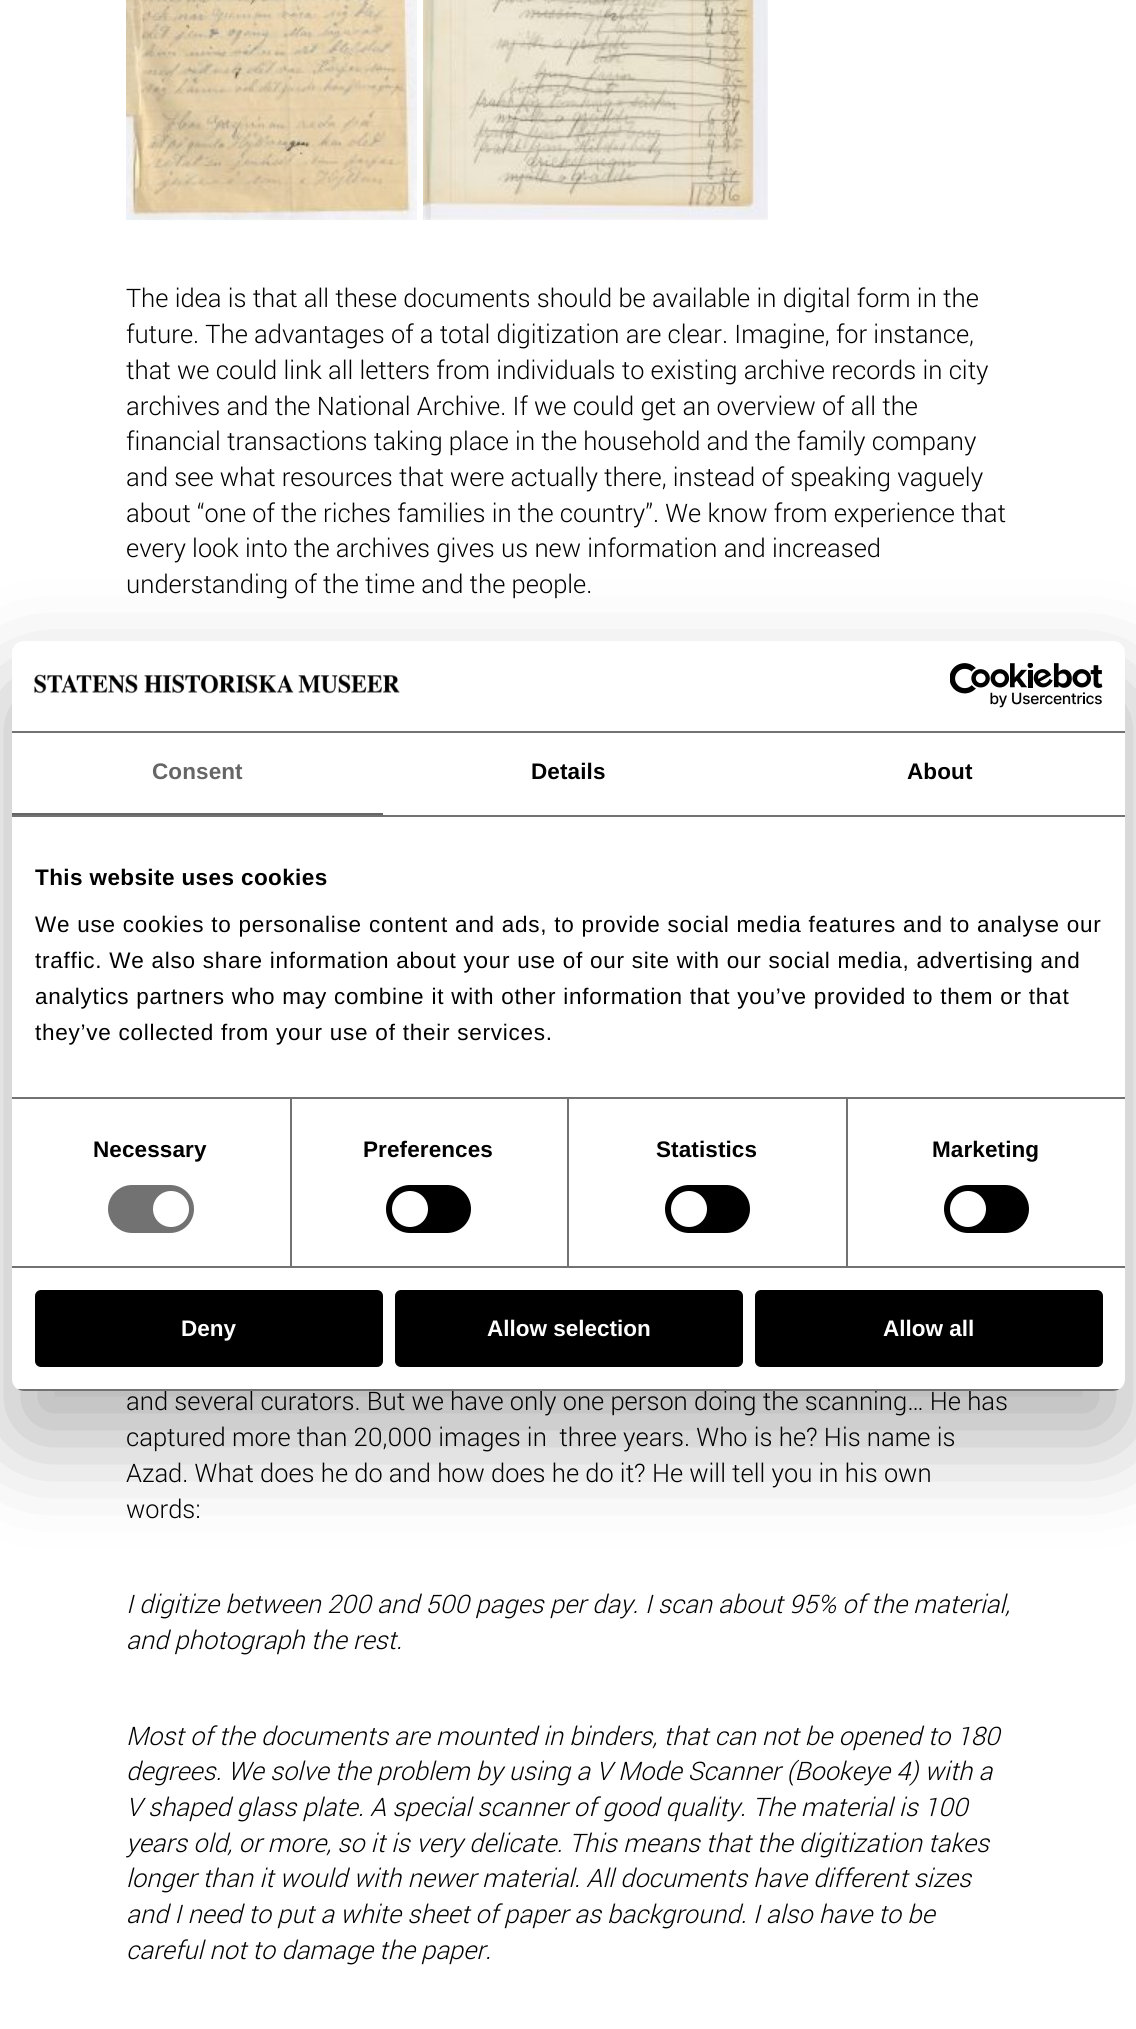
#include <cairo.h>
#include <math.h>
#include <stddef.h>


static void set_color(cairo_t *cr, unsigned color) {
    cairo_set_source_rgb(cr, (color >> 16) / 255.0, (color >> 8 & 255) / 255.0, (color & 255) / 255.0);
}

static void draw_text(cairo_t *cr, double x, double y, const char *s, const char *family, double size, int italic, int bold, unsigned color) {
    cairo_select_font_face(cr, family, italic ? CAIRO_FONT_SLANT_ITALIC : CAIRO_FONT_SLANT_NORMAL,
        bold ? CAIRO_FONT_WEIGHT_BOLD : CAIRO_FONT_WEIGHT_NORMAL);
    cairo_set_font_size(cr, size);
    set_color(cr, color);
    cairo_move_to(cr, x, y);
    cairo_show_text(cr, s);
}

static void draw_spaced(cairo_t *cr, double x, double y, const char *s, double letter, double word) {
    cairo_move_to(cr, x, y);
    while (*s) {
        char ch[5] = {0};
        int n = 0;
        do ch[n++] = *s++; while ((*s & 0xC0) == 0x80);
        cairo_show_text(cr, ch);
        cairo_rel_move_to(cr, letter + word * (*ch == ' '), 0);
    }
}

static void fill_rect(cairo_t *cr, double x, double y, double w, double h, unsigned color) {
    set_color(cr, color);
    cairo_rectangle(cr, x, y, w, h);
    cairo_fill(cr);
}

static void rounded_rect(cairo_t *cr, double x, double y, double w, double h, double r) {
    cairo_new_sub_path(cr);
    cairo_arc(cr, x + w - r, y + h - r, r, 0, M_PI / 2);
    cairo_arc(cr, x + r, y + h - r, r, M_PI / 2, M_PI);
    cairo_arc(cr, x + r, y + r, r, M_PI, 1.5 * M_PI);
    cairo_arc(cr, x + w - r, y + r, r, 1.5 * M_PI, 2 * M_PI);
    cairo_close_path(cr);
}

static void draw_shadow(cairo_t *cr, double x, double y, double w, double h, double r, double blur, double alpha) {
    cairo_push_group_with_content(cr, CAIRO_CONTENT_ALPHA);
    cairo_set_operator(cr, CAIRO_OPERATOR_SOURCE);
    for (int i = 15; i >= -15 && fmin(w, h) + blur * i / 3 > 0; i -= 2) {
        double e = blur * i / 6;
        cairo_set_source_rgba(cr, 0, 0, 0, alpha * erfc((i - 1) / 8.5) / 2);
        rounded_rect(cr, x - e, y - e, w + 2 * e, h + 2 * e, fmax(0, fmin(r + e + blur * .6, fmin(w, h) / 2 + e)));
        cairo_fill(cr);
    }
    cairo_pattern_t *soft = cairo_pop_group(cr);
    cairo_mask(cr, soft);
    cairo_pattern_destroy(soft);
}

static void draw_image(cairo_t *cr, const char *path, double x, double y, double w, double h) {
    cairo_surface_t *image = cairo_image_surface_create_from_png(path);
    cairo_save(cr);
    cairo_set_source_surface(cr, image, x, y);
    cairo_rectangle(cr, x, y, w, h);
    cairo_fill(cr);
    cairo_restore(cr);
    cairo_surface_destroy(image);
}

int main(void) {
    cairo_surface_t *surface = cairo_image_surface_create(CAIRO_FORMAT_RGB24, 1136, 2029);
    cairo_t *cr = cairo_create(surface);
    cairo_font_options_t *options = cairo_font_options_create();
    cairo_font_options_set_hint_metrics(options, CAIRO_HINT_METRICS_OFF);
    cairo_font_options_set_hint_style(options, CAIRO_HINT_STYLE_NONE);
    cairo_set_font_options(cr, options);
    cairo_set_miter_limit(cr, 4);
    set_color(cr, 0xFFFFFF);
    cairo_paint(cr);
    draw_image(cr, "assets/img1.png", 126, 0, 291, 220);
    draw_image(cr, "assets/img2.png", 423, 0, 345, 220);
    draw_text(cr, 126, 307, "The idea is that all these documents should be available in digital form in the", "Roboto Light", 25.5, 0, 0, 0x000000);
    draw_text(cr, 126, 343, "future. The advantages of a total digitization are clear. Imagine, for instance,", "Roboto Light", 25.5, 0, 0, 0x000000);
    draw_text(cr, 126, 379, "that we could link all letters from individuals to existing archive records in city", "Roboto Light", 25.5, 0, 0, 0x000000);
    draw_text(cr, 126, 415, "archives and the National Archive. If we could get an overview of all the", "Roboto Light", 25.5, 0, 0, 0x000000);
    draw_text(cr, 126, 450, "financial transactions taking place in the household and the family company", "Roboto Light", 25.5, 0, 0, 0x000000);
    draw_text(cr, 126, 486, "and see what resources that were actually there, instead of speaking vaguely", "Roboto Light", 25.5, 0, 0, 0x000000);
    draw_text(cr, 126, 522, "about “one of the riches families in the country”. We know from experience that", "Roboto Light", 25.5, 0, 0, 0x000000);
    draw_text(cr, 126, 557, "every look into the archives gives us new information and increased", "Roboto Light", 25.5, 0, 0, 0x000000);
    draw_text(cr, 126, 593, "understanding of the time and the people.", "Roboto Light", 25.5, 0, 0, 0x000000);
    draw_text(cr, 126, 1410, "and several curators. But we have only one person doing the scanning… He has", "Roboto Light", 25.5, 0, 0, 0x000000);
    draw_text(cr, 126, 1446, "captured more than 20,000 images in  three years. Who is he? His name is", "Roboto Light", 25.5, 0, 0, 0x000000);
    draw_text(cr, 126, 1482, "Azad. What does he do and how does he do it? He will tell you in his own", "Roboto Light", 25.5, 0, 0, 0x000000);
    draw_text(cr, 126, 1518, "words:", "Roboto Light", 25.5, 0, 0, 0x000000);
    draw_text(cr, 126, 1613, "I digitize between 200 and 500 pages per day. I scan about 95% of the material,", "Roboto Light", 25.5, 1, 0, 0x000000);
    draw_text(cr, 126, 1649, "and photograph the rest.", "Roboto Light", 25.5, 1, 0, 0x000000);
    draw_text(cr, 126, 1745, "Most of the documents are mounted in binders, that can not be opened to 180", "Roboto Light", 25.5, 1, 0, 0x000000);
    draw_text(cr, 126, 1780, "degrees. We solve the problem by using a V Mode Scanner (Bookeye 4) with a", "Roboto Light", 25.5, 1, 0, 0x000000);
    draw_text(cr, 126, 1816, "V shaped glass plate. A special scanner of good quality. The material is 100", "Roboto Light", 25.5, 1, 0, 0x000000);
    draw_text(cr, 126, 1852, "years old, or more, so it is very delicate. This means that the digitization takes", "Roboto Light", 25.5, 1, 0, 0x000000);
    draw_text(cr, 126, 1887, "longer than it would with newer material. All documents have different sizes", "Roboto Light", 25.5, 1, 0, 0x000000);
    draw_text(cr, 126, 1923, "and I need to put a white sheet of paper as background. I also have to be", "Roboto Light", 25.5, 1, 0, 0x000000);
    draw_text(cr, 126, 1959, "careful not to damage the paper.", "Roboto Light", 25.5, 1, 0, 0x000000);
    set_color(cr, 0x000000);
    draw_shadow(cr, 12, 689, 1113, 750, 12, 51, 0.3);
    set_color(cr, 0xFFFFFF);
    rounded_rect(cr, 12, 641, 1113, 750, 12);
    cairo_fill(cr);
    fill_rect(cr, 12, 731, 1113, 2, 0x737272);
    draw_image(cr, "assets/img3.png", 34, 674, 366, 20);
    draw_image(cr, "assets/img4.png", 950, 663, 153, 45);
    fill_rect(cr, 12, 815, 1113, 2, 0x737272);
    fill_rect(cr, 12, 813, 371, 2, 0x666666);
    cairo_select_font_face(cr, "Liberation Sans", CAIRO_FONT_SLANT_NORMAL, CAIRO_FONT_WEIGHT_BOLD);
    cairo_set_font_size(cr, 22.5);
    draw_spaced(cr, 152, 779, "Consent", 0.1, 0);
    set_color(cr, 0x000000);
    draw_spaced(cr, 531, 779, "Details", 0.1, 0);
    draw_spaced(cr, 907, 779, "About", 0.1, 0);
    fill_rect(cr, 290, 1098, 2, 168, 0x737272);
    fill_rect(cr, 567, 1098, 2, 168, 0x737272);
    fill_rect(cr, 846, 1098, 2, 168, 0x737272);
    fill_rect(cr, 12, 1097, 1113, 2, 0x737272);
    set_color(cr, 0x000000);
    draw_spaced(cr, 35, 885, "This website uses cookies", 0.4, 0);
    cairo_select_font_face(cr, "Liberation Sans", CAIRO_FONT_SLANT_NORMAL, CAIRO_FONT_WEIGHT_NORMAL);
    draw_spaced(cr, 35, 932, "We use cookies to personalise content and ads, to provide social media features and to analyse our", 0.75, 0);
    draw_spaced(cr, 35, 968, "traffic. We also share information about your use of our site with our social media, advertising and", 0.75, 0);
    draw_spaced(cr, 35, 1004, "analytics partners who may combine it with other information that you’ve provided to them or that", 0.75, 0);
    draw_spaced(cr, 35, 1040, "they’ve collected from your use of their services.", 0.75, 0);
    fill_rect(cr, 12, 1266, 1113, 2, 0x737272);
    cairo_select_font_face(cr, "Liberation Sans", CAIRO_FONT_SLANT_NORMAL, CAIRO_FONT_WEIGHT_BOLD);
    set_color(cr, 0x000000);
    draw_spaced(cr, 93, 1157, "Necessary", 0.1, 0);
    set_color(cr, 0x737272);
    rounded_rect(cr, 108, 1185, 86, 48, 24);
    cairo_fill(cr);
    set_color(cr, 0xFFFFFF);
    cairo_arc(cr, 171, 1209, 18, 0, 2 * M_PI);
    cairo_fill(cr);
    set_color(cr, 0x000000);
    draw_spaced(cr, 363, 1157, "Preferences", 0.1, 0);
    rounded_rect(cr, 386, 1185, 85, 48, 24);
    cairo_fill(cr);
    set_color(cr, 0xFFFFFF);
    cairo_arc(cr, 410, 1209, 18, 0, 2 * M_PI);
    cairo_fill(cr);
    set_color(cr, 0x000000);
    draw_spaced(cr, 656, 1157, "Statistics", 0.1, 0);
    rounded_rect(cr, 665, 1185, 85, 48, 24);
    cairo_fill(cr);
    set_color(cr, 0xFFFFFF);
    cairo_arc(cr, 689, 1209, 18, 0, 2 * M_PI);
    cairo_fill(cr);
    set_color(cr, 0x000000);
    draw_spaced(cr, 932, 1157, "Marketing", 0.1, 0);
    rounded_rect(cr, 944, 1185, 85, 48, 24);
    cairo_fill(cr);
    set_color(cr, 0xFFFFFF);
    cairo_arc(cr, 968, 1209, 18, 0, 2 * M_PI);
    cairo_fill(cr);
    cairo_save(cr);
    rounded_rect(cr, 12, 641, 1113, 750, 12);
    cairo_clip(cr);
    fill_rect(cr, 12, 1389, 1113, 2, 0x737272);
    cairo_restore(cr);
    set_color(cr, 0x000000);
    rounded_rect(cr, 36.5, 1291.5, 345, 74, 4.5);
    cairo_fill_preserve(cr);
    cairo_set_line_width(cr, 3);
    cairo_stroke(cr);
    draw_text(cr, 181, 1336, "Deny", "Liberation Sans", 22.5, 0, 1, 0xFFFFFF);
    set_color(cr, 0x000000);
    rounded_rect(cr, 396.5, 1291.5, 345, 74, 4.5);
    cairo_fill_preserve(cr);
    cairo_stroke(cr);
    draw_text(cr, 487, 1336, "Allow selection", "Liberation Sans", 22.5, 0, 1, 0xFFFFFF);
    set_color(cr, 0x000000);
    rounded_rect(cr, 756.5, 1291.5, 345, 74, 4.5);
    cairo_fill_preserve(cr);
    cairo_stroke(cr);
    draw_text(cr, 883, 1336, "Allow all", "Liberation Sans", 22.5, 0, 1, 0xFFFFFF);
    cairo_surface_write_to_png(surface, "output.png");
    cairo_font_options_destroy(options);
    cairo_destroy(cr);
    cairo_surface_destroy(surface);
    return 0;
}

--

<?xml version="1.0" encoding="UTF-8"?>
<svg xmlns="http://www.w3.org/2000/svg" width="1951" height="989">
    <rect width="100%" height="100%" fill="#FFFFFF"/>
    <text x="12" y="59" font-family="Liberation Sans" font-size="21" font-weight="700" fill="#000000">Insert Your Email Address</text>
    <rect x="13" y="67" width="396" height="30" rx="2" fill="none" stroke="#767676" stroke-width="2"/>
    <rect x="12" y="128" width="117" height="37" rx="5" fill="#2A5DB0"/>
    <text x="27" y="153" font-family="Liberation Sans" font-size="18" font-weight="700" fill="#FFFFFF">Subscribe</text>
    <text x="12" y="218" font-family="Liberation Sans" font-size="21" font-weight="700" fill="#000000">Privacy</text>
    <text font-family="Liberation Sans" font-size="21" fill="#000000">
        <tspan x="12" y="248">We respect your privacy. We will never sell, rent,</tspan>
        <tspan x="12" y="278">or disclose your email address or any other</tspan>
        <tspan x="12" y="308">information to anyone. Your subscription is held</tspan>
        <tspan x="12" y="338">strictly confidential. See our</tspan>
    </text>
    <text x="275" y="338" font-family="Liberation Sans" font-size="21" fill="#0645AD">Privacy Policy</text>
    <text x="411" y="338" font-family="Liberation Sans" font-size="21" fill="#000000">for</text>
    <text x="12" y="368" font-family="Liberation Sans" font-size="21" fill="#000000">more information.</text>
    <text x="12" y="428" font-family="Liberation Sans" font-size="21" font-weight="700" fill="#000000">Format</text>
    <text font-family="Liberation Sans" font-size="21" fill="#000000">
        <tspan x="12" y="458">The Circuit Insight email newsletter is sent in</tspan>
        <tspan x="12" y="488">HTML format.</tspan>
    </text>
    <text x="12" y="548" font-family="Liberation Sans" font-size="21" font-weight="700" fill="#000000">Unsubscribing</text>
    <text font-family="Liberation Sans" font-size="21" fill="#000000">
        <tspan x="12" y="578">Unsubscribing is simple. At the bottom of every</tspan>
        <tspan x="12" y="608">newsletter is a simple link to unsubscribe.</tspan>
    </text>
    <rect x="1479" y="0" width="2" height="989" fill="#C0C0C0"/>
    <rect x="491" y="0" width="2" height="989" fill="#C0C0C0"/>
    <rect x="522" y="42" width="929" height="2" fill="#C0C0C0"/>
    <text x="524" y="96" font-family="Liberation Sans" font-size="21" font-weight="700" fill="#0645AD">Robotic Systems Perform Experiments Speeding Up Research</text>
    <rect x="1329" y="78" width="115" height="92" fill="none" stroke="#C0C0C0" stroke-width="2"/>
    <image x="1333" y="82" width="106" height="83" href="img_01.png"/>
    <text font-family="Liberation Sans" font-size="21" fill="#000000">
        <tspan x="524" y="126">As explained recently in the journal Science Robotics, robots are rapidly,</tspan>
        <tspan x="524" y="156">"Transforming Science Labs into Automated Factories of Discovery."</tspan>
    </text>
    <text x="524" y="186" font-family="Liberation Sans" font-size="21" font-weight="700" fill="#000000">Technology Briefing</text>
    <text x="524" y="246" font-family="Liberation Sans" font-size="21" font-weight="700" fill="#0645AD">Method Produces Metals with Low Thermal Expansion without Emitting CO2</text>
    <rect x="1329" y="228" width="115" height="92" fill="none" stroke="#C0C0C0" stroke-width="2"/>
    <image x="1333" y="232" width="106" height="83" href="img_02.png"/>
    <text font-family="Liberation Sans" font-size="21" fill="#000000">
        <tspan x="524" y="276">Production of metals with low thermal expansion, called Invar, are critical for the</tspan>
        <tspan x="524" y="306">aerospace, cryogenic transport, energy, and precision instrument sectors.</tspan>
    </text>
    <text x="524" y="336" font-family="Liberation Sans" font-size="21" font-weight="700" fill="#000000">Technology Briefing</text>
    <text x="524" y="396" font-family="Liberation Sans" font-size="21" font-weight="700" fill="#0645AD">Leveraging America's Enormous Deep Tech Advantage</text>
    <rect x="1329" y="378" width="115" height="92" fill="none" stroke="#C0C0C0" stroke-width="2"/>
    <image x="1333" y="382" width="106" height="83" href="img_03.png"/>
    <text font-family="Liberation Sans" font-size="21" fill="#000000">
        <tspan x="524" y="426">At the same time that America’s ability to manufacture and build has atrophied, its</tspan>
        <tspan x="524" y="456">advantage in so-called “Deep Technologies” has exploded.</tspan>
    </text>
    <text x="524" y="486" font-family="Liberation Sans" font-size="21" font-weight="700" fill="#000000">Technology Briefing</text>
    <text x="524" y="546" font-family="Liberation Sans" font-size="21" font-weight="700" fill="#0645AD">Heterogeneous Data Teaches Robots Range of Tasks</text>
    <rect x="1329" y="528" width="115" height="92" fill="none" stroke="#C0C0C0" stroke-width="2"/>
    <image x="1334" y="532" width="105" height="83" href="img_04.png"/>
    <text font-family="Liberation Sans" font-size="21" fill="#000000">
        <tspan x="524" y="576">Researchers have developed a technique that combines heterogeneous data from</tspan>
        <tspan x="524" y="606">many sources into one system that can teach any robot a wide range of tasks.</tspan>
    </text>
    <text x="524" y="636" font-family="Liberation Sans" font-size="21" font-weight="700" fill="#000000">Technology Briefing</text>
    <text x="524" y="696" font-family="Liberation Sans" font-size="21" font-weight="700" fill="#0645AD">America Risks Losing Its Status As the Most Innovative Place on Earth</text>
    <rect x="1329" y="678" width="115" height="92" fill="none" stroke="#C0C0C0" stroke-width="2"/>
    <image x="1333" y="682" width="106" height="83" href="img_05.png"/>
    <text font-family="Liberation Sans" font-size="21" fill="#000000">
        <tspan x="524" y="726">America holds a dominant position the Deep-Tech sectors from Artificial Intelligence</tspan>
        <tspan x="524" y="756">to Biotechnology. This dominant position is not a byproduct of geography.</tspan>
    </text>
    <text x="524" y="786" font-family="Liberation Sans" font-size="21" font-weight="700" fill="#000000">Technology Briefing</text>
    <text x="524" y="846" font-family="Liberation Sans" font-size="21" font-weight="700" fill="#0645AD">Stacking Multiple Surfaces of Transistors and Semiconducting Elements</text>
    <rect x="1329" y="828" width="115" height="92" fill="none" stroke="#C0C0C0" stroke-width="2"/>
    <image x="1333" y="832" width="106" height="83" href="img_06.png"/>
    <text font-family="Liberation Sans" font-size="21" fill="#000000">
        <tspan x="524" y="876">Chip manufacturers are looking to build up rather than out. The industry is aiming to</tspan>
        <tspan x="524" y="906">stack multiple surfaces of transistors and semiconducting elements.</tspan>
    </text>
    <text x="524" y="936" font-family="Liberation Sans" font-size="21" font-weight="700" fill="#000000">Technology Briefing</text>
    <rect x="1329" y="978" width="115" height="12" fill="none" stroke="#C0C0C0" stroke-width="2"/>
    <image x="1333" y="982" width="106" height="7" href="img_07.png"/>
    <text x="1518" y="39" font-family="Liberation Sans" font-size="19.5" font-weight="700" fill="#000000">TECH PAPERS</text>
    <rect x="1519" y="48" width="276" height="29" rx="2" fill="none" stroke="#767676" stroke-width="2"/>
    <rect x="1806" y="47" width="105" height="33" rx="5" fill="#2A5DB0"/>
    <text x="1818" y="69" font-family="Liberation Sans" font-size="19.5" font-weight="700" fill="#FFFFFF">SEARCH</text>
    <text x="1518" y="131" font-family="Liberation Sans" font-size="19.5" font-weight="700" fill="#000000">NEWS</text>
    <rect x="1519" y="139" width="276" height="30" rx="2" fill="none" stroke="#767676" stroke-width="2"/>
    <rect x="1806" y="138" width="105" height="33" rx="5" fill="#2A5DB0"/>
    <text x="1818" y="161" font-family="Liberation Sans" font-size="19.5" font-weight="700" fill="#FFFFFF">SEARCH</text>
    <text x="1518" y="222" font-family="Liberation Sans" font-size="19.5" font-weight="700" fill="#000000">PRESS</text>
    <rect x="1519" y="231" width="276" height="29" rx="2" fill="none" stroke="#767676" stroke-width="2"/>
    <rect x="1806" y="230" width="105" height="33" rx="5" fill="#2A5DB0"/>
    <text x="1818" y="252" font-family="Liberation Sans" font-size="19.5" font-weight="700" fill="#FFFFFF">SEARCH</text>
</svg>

Assignment: Using the entries above, repeat only the lines from the one containing "cairo_new_sub_path(cr);" through the one containing "cairo_set_miter_limit(cr, 4);", end lines included.

Exercise response:
    cairo_new_sub_path(cr);
    cairo_arc(cr, x + w - r, y + h - r, r, 0, M_PI / 2);
    cairo_arc(cr, x + r, y + h - r, r, M_PI / 2, M_PI);
    cairo_arc(cr, x + r, y + r, r, M_PI, 1.5 * M_PI);
    cairo_arc(cr, x + w - r, y + r, r, 1.5 * M_PI, 2 * M_PI);
    cairo_close_path(cr);
}

static void draw_shadow(cairo_t *cr, double x, double y, double w, double h, double r, double blur, double alpha) {
    cairo_push_group_with_content(cr, CAIRO_CONTENT_ALPHA);
    cairo_set_operator(cr, CAIRO_OPERATOR_SOURCE);
    for (int i = 15; i >= -15 && fmin(w, h) + blur * i / 3 > 0; i -= 2) {
        double e = blur * i / 6;
        cairo_set_source_rgba(cr, 0, 0, 0, alpha * erfc((i - 1) / 8.5) / 2);
        rounded_rect(cr, x - e, y - e, w + 2 * e, h + 2 * e, fmax(0, fmin(r + e + blur * .6, fmin(w, h) / 2 + e)));
        cairo_fill(cr);
    }
    cairo_pattern_t *soft = cairo_pop_group(cr);
    cairo_mask(cr, soft);
    cairo_pattern_destroy(soft);
}

static void draw_image(cairo_t *cr, const char *path, double x, double y, double w, double h) {
    cairo_surface_t *image = cairo_image_surface_create_from_png(path);
    cairo_save(cr);
    cairo_set_source_surface(cr, image, x, y);
    cairo_rectangle(cr, x, y, w, h);
    cairo_fill(cr);
    cairo_restore(cr);
    cairo_surface_destroy(image);
}

int main(void) {
    cairo_surface_t *surface = cairo_image_surface_create(CAIRO_FORMAT_RGB24, 1136, 2029);
    cairo_t *cr = cairo_create(surface);
    cairo_font_options_t *options = cairo_font_options_create();
    cairo_font_options_set_hint_metrics(options, CAIRO_HINT_METRICS_OFF);
    cairo_font_options_set_hint_style(options, CAIRO_HINT_STYLE_NONE);
    cairo_set_font_options(cr, options);
    cairo_set_miter_limit(cr, 4);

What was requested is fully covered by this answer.